I received my package from ilovesnails last week, but I'd forbidden myself to open it until her package was in the mail. Well, that's going to take longer than I'd hoped, so I had to give in and take a peek. Wow!
I listed trilobites among my favourites, and she cross-stitched this beautifully clear pair of them on a hoopla.
Look at the crispness and detail! Cross stitch is one of those that I've never been any good at, so I'm always impressed at this kind of work.
But that's not all. What was that background fabric?
THREE cushion covers in paleontology print cotton!
And finally, this wonderful little prehistoric creature amigurumi. I love his beady little eyes! I simply could not take a photo that shows him properly. Did you take one before you sent that is better? Crochet is another craft that I don't do, so I'm especially delighted with it.
Thanks so much for such a great package! I'm glad I didn't wait any longer to open it, and it gives me even more incentive to get yours finished ASAP!
This month's dotees are amazingly varied and beautiful. A felt deer, a polymer jellyfish, a green bone creature in a hawk-capped lightbulb, an owl that is not what it seems... nobody could ever guess what these dotees have in common!
I received a wonderful one of my own from cmarion3 today. Photos shortly.
Meet Old Man Forest:
I'd said that I liked earthy colours, and it's pretty obvious from both Pinterest and Craftster that I like trees. But I was still surprised at the amazingly creative tree spirit that I received! His beard is like tree lichen or Spanish moss, and he has gently glowing red eyes. A lot of the detail gets lost in this photo, but there are tiny beads, leaf bangles, toadstools and woodgrain patterns all over him. Thank you so much, Carol! My camera just couldn't get his colour right - do you have a better photo to post?
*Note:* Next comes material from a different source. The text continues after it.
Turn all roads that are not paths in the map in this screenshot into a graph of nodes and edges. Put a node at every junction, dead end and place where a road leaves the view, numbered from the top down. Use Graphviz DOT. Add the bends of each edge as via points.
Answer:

I was rather mean to poor blupaisan in my list of literary suggestions - most of them were the sort of thing that you couldn't possibly extract a dotee idea from. But I did include a few easy marks to be helpful. So imagine my surprise when I opened the enormous and sturdily-padded package the arrived today to find that she had, in fact, taken me up on the challenge of one of my less-obvious works of literature, the novels of Madeleine l'Engel!
Behold! This extraordinary fellow is Progniskes, from "A Wind in the Door". For those who haven't read the book, he's a cherubim (a "solitary cherubim", if I remember right), who l'Engel describes as being a constantly-moving mass of feathers and eyes.
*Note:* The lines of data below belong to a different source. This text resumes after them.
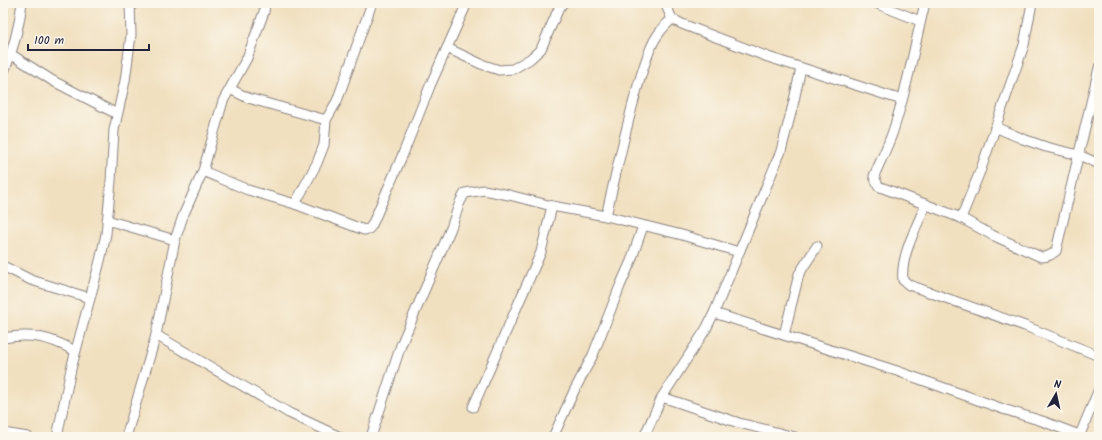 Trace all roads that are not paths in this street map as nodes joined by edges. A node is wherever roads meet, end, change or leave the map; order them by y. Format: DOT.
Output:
graph roads {
  1 [pos="22,3"];
  2 [pos="130,3"];
  3 [pos="265,3"];
  4 [pos="372,3"];
  5 [pos="467,3"];
  6 [pos="563,3"];
  7 [pos="665,3"];
  8 [pos="875,3"];
  9 [pos="925,3"];
  10 [pos="1032,3"];
  11 [pos="672,19"];
  12 [pos="920,21"];
  13 [pos="447,48"];
  14 [pos="12,55"];
  15 [pos="801,68"];
  16 [pos="1099,68"];
  17 [pos="3,74"];
  18 [pos="230,90"];
  19 [pos="902,100"];
  20 [pos="117,114"];
  21 [pos="326,120"];
  22 [pos="995,127"];
  23 [pos="1079,155"];
  24 [pos="1099,164"];
  25 [pos="203,171"];
  26 [pos="295,204"];
  27 [pos="926,204"];
  28 [pos="552,206"];
  29 [pos="606,216"];
  30 [pos="962,218"];
  31 [pos="107,220"];
  32 [pos="643,226"];
  33 [pos="175,240"];
  34 [pos="817,246"];
  35 [pos="739,252"];
  36 [pos="3,266"];
  37 [pos="90,298"];
  38 [pos="714,313"];
  39 [pos="156,335"];
  40 [pos="784,335"];
  41 [pos="3,338"];
  42 [pos="75,351"];
  43 [pos="1099,356"];
  44 [pos="1099,389"];
  45 [pos="662,397"];
  46 [pos="473,407"];
  47 [pos="3,433"];
  48 [pos="1079,436"];
  49 [pos="28,437"];
  50 [pos="57,437"];
  51 [pos="126,437"];
  52 [pos="340,437"];
  53 [pos="371,437"];
  54 [pos="553,437"];
  55 [pos="644,437"];
  56 [pos="795,437"];
  1 -- 14 [label="street"];
  2 -- 20 [label="street"];
  3 -- 18 [label="street"];
  4 -- 21 [label="street"];
  5 -- 13 [label="street"];
  6 -- 13 [label="street"];
  7 -- 11 [label="street"];
  8 -- 12 [label="street"];
  9 -- 12 [label="street"];
  10 -- 22 [label="street"];
  11 -- 15 [label="street"];
  11 -- 29 [label="street"];
  12 -- 19 [label="street"];
  13 -- 26 [label="street"];
  14 -- 17 [label="street"];
  14 -- 20 [label="street"];
  15 -- 19 [label="street"];
  15 -- 35 [label="street"];
  16 -- 23 [label="street"];
  18 -- 21 [label="street"];
  18 -- 25 [label="street"];
  19 -- 27 [label="street"];
  20 -- 31 [label="street"];
  21 -- 26 [label="street"];
  22 -- 23 [label="street"];
  22 -- 30 [label="street"];
  23 -- 24 [label="street"];
  23 -- 30 [label="street"];
  25 -- 26 [label="street"];
  25 -- 33 [label="street"];
  27 -- 30 [label="street"];
  27 -- 43 [label="street"];
  28 -- 29 [label="street"];
  28 -- 46 [label="street"];
  28 -- 53 [label="street"];
  29 -- 32 [label="street"];
  31 -- 33 [label="street"];
  31 -- 37 [label="street"];
  32 -- 35 [label="street"];
  32 -- 54 [label="street"];
  33 -- 39 [label="street"];
  34 -- 40 [label="street"];
  35 -- 38 [label="street"];
  36 -- 37 [label="street"];
  37 -- 42 [label="street"];
  38 -- 40 [label="street"];
  38 -- 45 [label="street"];
  39 -- 51 [label="street"];
  39 -- 52 [label="street"];
  40 -- 48 [label="street"];
  41 -- 42 [label="street"];
  42 -- 50 [label="street"];
  44 -- 48 [label="street"];
  45 -- 55 [label="street"];
  45 -- 56 [label="street"];
  47 -- 49 [label="street"];
}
The wonderful thing here is that blupaisan asked for "no real feathers" in her dotee, and yet she's made mine almost entirely of feathers. That's crafting beyond the call of duty!
He's wonderful and very magical! I'll have to find a suitable place for him to hover.
The box, if I remember correctly, started life as one of those wooden gift wine boxes. (They're great for shrines.) I cut the depth of the box in half, and then cut the front part into two halves to make the doors. I added shaped pieces to the top of each door and to the top of the remaining box, using thin plywood and cardboard. The base is another wooden box (origin unknown), with dividers set into the front and a drawer fitted into the side. I wanted the base of the shrine to protrude far enough forward to give room for setting shrine offerings on, and to make the whole thing stable.
I covered the shrine inside and out with scrapbook paper, and printed an image of guitar-playing skeletons onto some bright orange paper from the underside of an old board game (nothing goes to waste in my house!). I made the little frame at the top so Monnie can replace this stern princess with an ancestor of her own if she likes.
Inside, I have always loved those bride and groom skeletons, so I put them in their own little niches. (The doors are actually only a couple of centimeters deep, so I had to pare some off their backs to squeeze them in!) But they seem happy enough in spite of the cramped quarters:
The skellies and little skulls are Hallowe'en decorations stashed from previous years. The "stage" has velvet curtains and lots of draped and hanging ornaments, and another stand-in ancestor occupies the picture frame.
The niches in the base are filled with larger skulls, painted as traditional Mexican sugar skulls. These were fun to do.
The purpose of Dio de los Muertos shrines is to leave offerings of flowers, candles, food, etc. to the beloved dead, so I included a painted vase of tissue paper marigolds, a votive candle holder (which unfortunately didn't survive the shipping - my fault for sloppy packing) and a small, stone dish. There's also a little stand built into the front to burn stick incense in.
The offering accessories pack away in the interior and into this little drawer built into the side of the base.
This was a lot of fun to build, although it got complicated at times, as I was working on many parts of it simultaneously before it was all assembled.
By next month, Lynda, you'll really need that drink!
I received my package from spazgirl1981 today, which has a lot more inside it than its small size would suggest.
First, some fun extras:
A wine glass yoke, so you can sling your drink around your neck to keep both hands free for the buffet table. This is such a great idea - I'm just not sure if I could ever be so openly greedy to use it! A couple of bottle opener rings (so smart! so discreet!) and a bottle of lime-flavoured salt for the rim of your beer bottle. I can't decide if this is brilliant or awful - I'll have to try it to find out.
Next, a tiny cocktail shaker, decorated in copper and gold. I've never used one of these single-serving shakers, so I can hardly wait to try it out. It's very funny that we each sent the other a shaker!
Recipes and a card with great 3-D drinks stickers on it. One of the recipes is for "Highly Alcoholic Butterbeer", which calls for Whipped Cream Flavored Vodka. That sounds like a Harry Potter product too!
I mentioned Nick and Nora Charles in my questionnaire, and Betsy put their silhouettes on bar towels for me! If you don't know, Nick and Nora (and their dog, Asta) are the stars of "The Thin Man", "The Return of the Thin Man" and other 1930's mystery movies. They're New York socialites and detectives - sort of. Mostly they just wear great clothes, drink an astounding amount and make witty remarks. If you don't have time to watch any of the Thin Man movies on YouTube, someone has edited this short collection that shows Nick and Nora doing what they do best. And incidentally, I love the size of these towels, too - one of my complaints about glass towels is that they're usually too small, but these are absolutely huge!
Thanks so much for all this! I knew this swap would be fun, and it has been.
I tried the tiny cocktail shaker this evening, and it's terrific! Fits perfectly in one hand, and seals tightly. (Not always the case with shakers, unfortunately.) I can't believe I've lived this long without one!